Neurons flash, synapses fire, and a moment of enlightenment occurs. He picks up a napkin, and asks the crowd if anyone has a pen. One Parker is enough to accomplish his crazy idea (luxury-brand Parker pen sales being at an all-time high in 2018, surprising even the most reputable analysts).
“Okay,” Chris says to the barista. “Since I’m unable to pay with bitcoin via my iPhone, like I normally do, I’ll write a receipt where I will state that from my account to your account goes 0.00001 BTC for the coffee. Is this acceptable?”
“Ah, but you’ll need six confirmations to approve the transaction. How will you deal with that?” asks a somewhat nerdy-looking 14-year-old.
“Okay, guys, let me count you up,” Chris says, taking hold of the situation. “Alright, so there are seven of us in the room — that’s good — and one may even pretend he is currently wearing VR glasses. Does everyone approve my transaction, then?” he inquires.
One by one, the assorted coffee lovers get their hands onto calculators and execute their “proof-of-coffee”. The transaction gets its ultimate approval once everyone has reached out for the napkin and put their respective signatures down.
The strangers in the queue are united in their delight.

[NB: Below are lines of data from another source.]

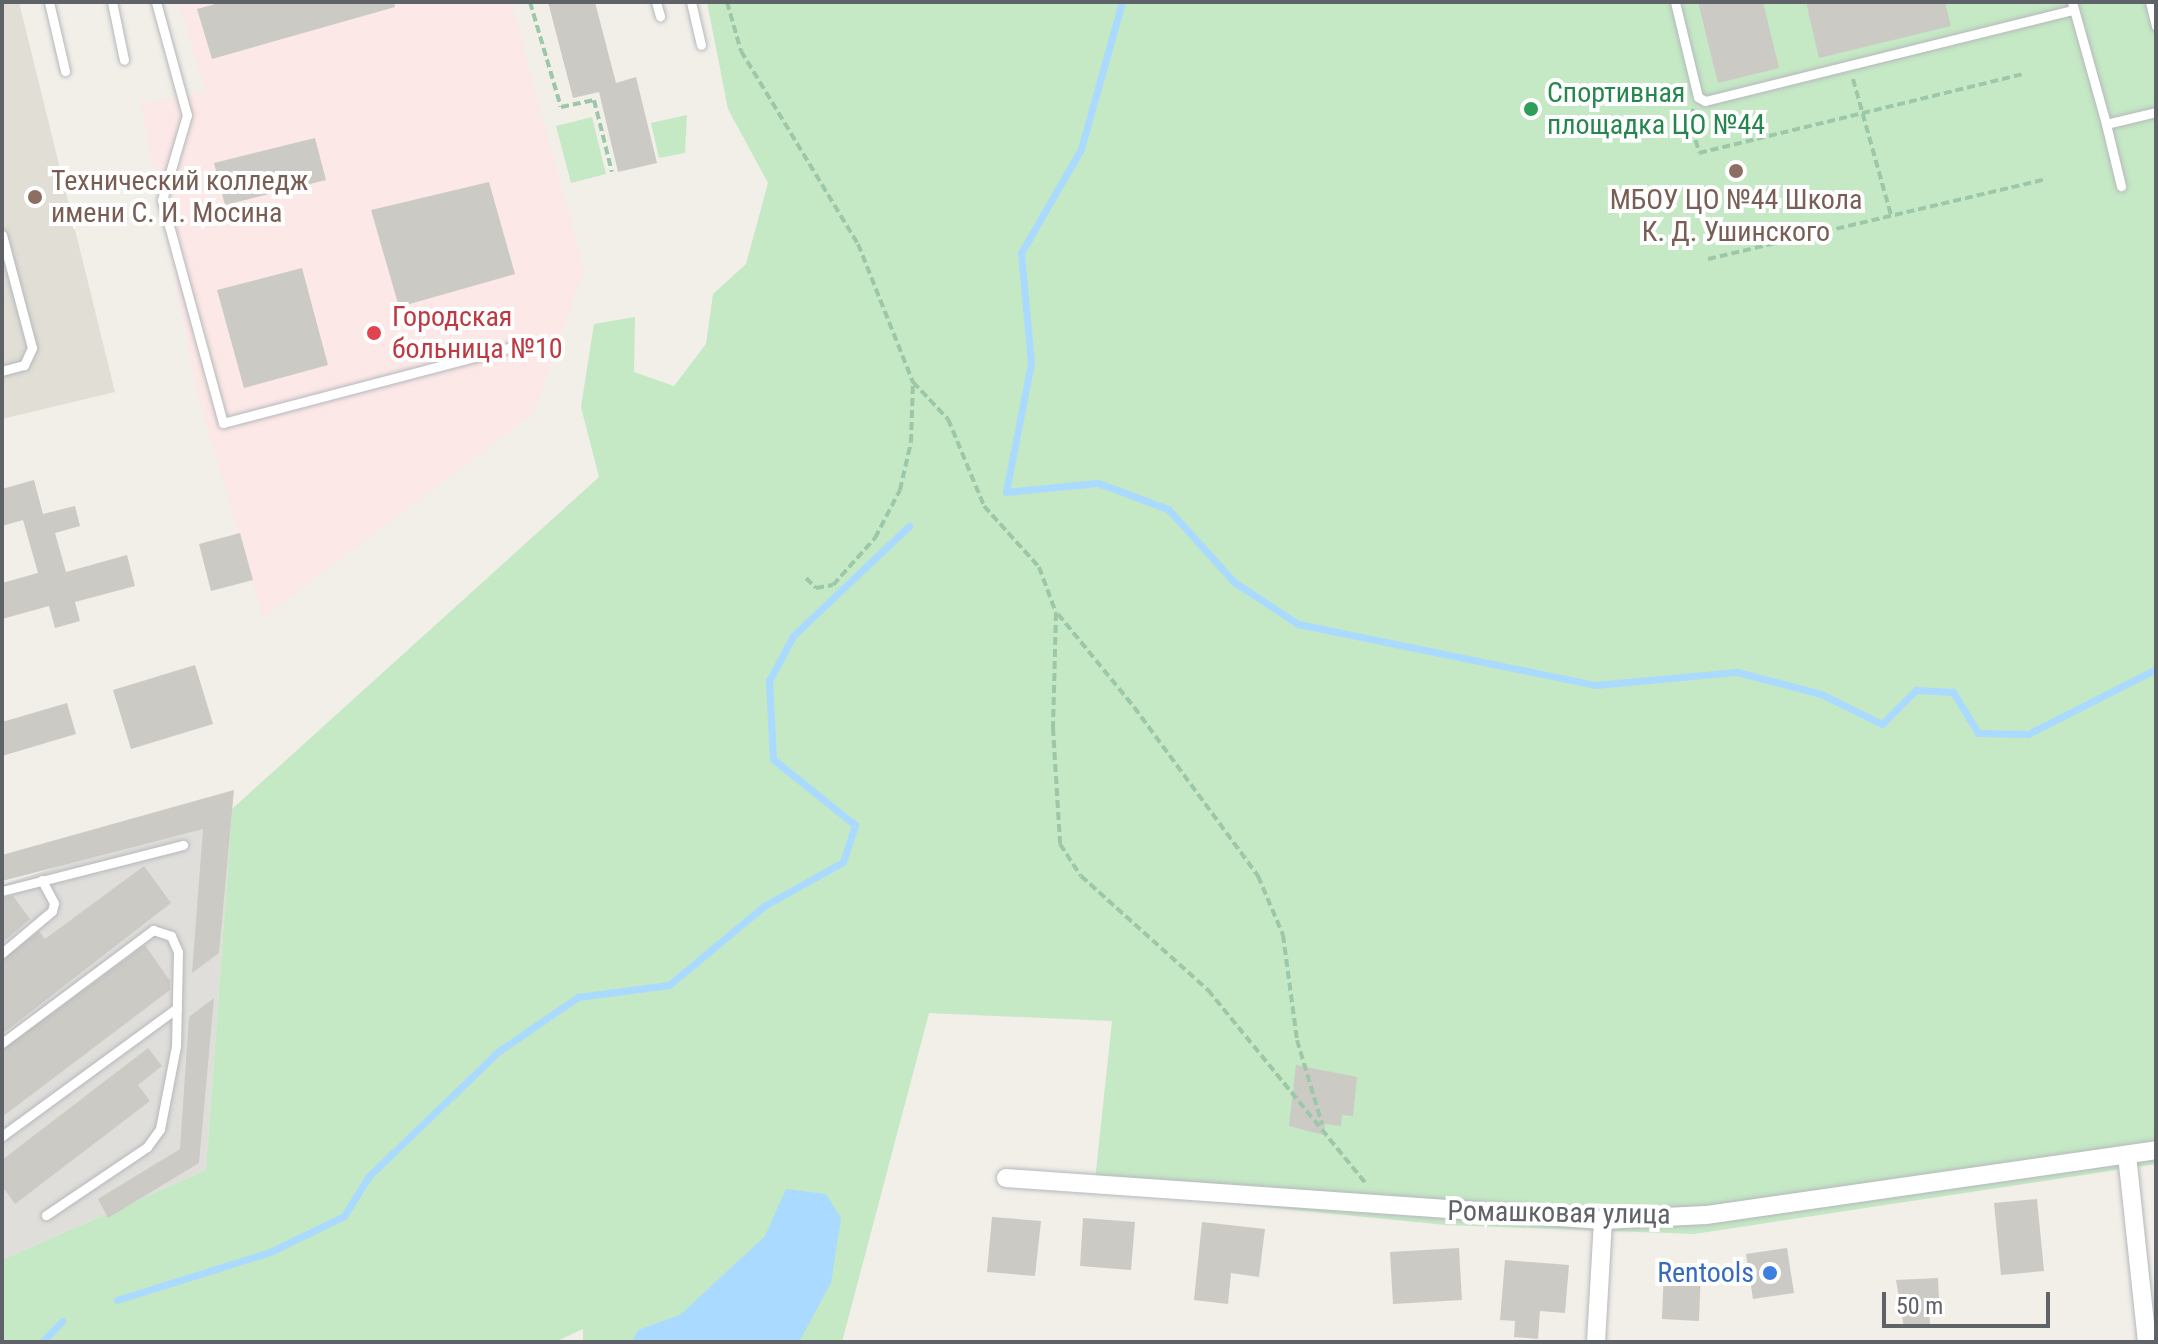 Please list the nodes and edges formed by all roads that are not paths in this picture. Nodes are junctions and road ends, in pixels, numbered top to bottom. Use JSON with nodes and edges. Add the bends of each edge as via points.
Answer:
{"nodes":[{"id":1,"x":49,"y":2,"type":"edge"},
{"id":2,"x":112,"y":2,"type":"edge"},
{"id":3,"x":156,"y":2,"type":"edge"},
{"id":4,"x":656,"y":2,"type":"edge"},
{"id":5,"x":691,"y":2,"type":"edge"},
{"id":6,"x":1675,"y":2,"type":"edge"},
{"id":7,"x":2150,"y":2,"type":"edge"},
{"id":8,"x":2073,"y":6,"type":"edge"},
{"id":9,"x":660,"y":16,"type":"dead end"},
{"id":10,"x":2156,"y":26,"type":"edge"},
{"id":11,"x":701,"y":45,"type":"dead end"},
{"id":12,"x":124,"y":60,"type":"dead end"},
{"id":13,"x":65,"y":71,"type":"dead end"},
{"id":14,"x":2156,"y":112,"type":"edge"},
{"id":15,"x":2106,"y":124,"type":"junction"},
{"id":16,"x":2121,"y":186,"type":"dead end"},
{"id":17,"x":2,"y":235,"type":"edge"},
{"id":18,"x":517,"y":346,"type":"dead end"},
{"id":19,"x":2,"y":371,"type":"edge"},
{"id":20,"x":183,"y":845,"type":"dead end"},
{"id":21,"x":42,"y":880,"type":"junction"},
{"id":22,"x":2,"y":891,"type":"edge"},
{"id":23,"x":2,"y":953,"type":"edge"},
{"id":24,"x":177,"y":1008,"type":"junction"},
{"id":25,"x":2,"y":1043,"type":"edge"},
{"id":26,"x":2,"y":1136,"type":"edge"},
{"id":27,"x":2156,"y":1150,"type":"edge"},
{"id":28,"x":2127,"y":1155,"type":"junction"},
{"id":29,"x":1006,"y":1178,"type":"dead end"},
{"id":30,"x":46,"y":1215,"type":"dead end"},
{"id":31,"x":1603,"y":1220,"type":"junction"},
{"id":32,"x":1596,"y":1342,"type":"edge"},
{"id":33,"x":2147,"y":1342,"type":"edge"}],
"edges":[{"from":1,"to":13,"type":"lane"},
{"from":2,"to":12,"type":"lane"},
{"from":3,"to":18,"type":"lane","via":[[187,115],[162,200],[223,423]]},
{"from":4,"to":9,"type":"lane"},
{"from":5,"to":11,"type":"lane"},
{"from":6,"to":8,"type":"lane","via":[[1701,100],[1850,68]]},
{"from":7,"to":10,"type":"lane"},
{"from":8,"to":15,"type":"lane"},
{"from":14,"to":15,"type":"lane"},
{"from":15,"to":16,"type":"lane"},
{"from":17,"to":19,"type":"lane","via":[[32,348],[24,365]]},
{"from":20,"to":21,"type":"lane"},
{"from":21,"to":22,"type":"lane"},
{"from":21,"to":23,"type":"lane","via":[[54,903],[52,911]]},
{"from":24,"to":25,"type":"lane","via":[[178,952],[171,936],[153,930]]},
{"from":24,"to":26,"type":"lane"},
{"from":24,"to":30,"type":"lane","via":[[166,1104],[155,1137]]},
{"from":27,"to":28,"type":"street","name":"Ромашковая улица"},
{"from":28,"to":31,"type":"street","name":"Ромашковая улица","via":[[1706,1215]]},
{"from":28,"to":33,"type":"street"},
{"from":29,"to":31,"type":"street","name":"Ромашковая улица"},
{"from":31,"to":32,"type":"street"}]}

“It’s that easy? And no need to use that outdated blockchain anymore?”
“And farewell exorbitant fees?”
“And no risks for the bright and green future of our planet?”

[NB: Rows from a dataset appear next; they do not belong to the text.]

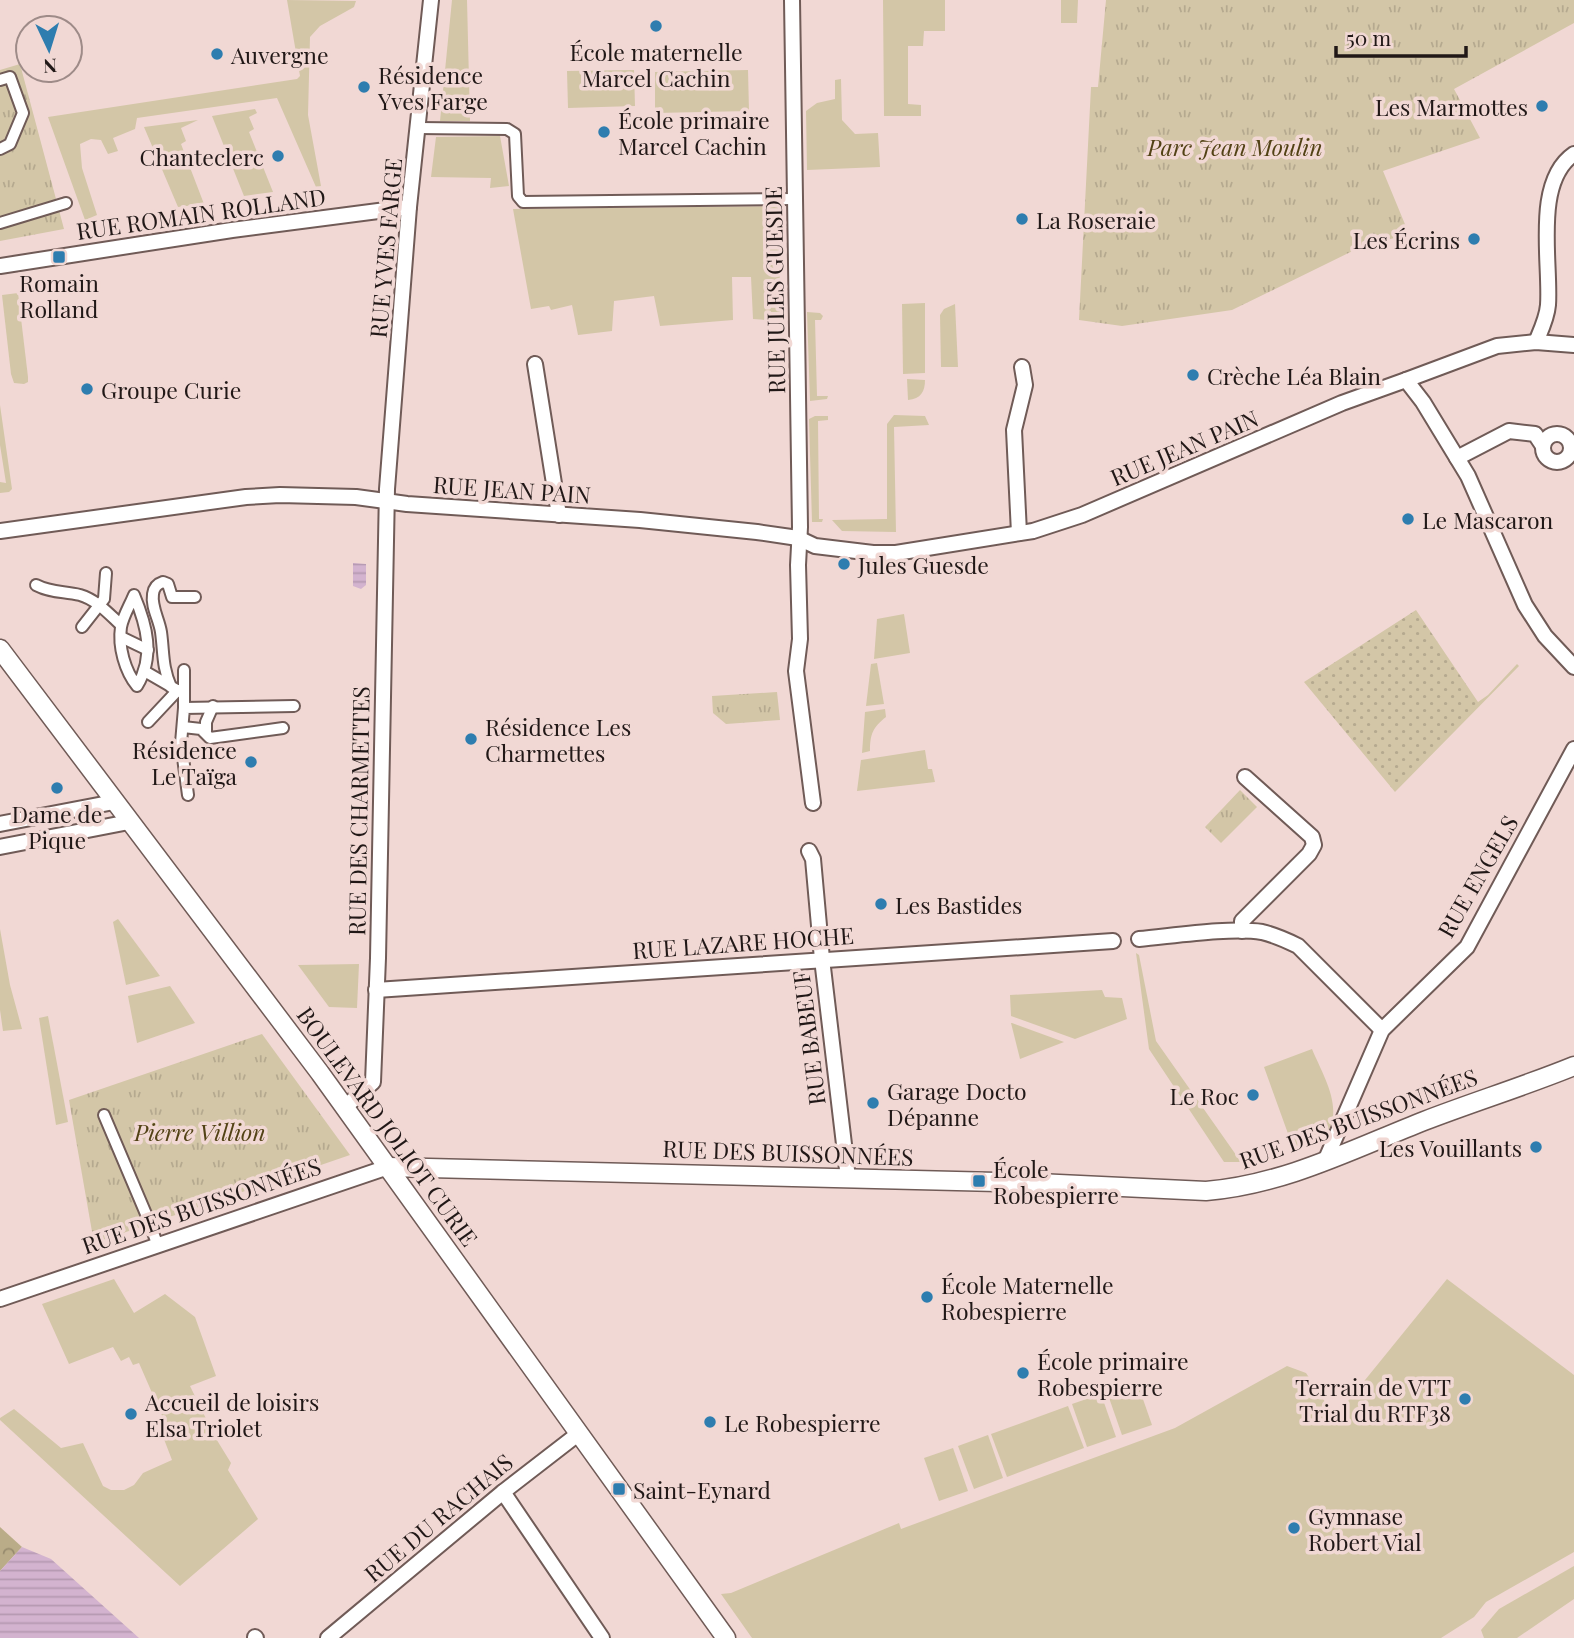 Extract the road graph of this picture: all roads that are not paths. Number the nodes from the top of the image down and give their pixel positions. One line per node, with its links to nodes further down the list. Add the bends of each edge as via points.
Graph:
1 (431, 0): 4 (street, RUE YVES FARGE)
2 (792, 0): 7 (street, RUE JULES GUESDE)
3 (0, 80): 5 (street, via 10,77 23,113 10,144)
4 (419, 128): 7 (street, via 515,134 518,196 523,202); 9 (street, RUE YVES FARGE)
5 (0, 149)
6 (1574, 154): 12 (street, via 1559,169 1549,200 1548,303)
7 (796, 199): 23 (street, RUE JULES GUESDE)
8 (66, 203): 10 (street)
9 (409, 207): 11 (street, RUE ROMAIN ROLLAND); 19 (street, RUE YVES FARGE)
10 (0, 223)
11 (0, 266)
12 (1536, 342): 13 (street, RUE JEAN PAIN); 16 (street, RUE JEAN PAIN, via 1497,346)
13 (1574, 345)
14 (535, 364): 20 (street)
15 (1022, 367): 22 (street, via 1025,385 1014,430)
16 (1406, 380): 18 (street); 22 (street, RUE JEAN PAIN, via 1082,515)
17 (1543, 446): 18 (street, via 1535,435 1509,431)
18 (1457, 458): 32 (street, via 1525,606)
19 (388, 509): 20 (street, RUE JEAN PAIN); 21 (street, RUE JEAN PAIN, via 324,496 246,497); 56 (street, RUE DES CHARMETTES)
20 (559, 515): 23 (street, RUE JEAN PAIN)
21 (0, 531)
22 (1019, 533): 23 (street, RUE JEAN PAIN, via 896,553 815,546)
23 (798, 538): 47 (street, via 800,639 796,671)
24 (106, 573): 27 (street)
25 (36, 585): 27 (street, via 83,596)
26 (195, 597): 35 (street, via 172,597 169,584 163,582 153,590 164,671)
27 (100, 605): 28 (street); 29 (street)
28 (82, 627)
29 (121, 631): 31 (street); 31 (street, via 134,595 147,630); 34 (street, via 127,674 137,686)
30 (0, 649): 46 (street, BOULEVARD JOLIOT CURIE)
31 (148, 650): 34 (street)
32 (1574, 667)
33 (184, 670): 35 (street)
34 (146, 672): 35 (street)
35 (178, 690): 38 (street); 39 (street)
36 (213, 706): 37 (street); 38 (street); 42 (street)
37 (294, 706)
38 (184, 708): 40 (street)
39 (148, 722)
40 (183, 727): 42 (street); 45 (street)
41 (284, 728): 42 (street, via 211,738)
42 (206, 732)
43 (1574, 748): 57 (street, RUE ENGELS, via 1467,947)
44 (1245, 776): 52 (street, via 1312,836 1314,845 1242,921)
45 (188, 795)
46 (114, 802): 48 (street, BOULEVARD JOLIOT CURIE); 49 (street)
47 (813, 803)
48 (129, 822): 50 (street); 59 (street, BOULEVARD JOLIOT CURIE)
49 (0, 824)
50 (0, 847)
51 (810, 851): 55 (street, RUE BABEUF)
52 (1241, 931): 53 (street); 57 (street, via 1262,932 1298,946)
53 (1139, 939)
54 (1113, 941): 55 (street, RUE LAZARE HOCHE)
55 (822, 959): 56 (street, RUE LAZARE HOCHE); 63 (street, RUE BABEUF)
56 (376, 990): 59 (street, RUE DES CHARMETTES, via 373,1082)
57 (1382, 1030): 61 (street, RUE ENGELS)
58 (1574, 1066): 61 (street, RUE DES BUISSONNÉES)
59 (344, 1108): 62 (street, BOULEVARD JOLIOT CURIE)
60 (104, 1115): 64 (street)
61 (1326, 1159): 63 (street, RUE DES BUISSONNÉES, via 1263,1183 1206,1191)
62 (388, 1167): 63 (street, RUE DES BUISSONNÉES); 64 (street, RUE DES BUISSONNÉES); 66 (street, BOULEVARD JOLIOT CURIE)
63 (848, 1178)
64 (158, 1246): 65 (street, RUE DES BUISSONNÉES)
65 (0, 1299)
66 (579, 1434): 67 (street, RUE DU RACHAIS); 70 (street, BOULEVARD JOLIOT CURIE)
67 (503, 1492): 68 (street, RUE DU RACHAIS); 69 (street)
68 (328, 1638)
69 (602, 1638)
70 (726, 1638)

“Hurrah! Bitcoin will no longer be able to ruin our mood, personal life, or career due to delayed transactions!”
“What a genius you are, young man! You have invented a new non-bandwidth scaling mechanism for using bitcoin!”
A man standing at the very end of the queue used his button Nokia phone [We are terribly sorry, Twitter, but SMS via Nokia would totally rock in this year] to tell his friend of this new development.
The latter, while riding on a bus, tried the method out and, hallelujah, it worked! Soon, people all over the city started replicating this wonderful and super-easy method to pay for goods, services, and even give charity on streets. It was the beginning of a new era in payments. Everyone was happy with the absolute freedom they now had — freedom from third parties, governments, and fraud.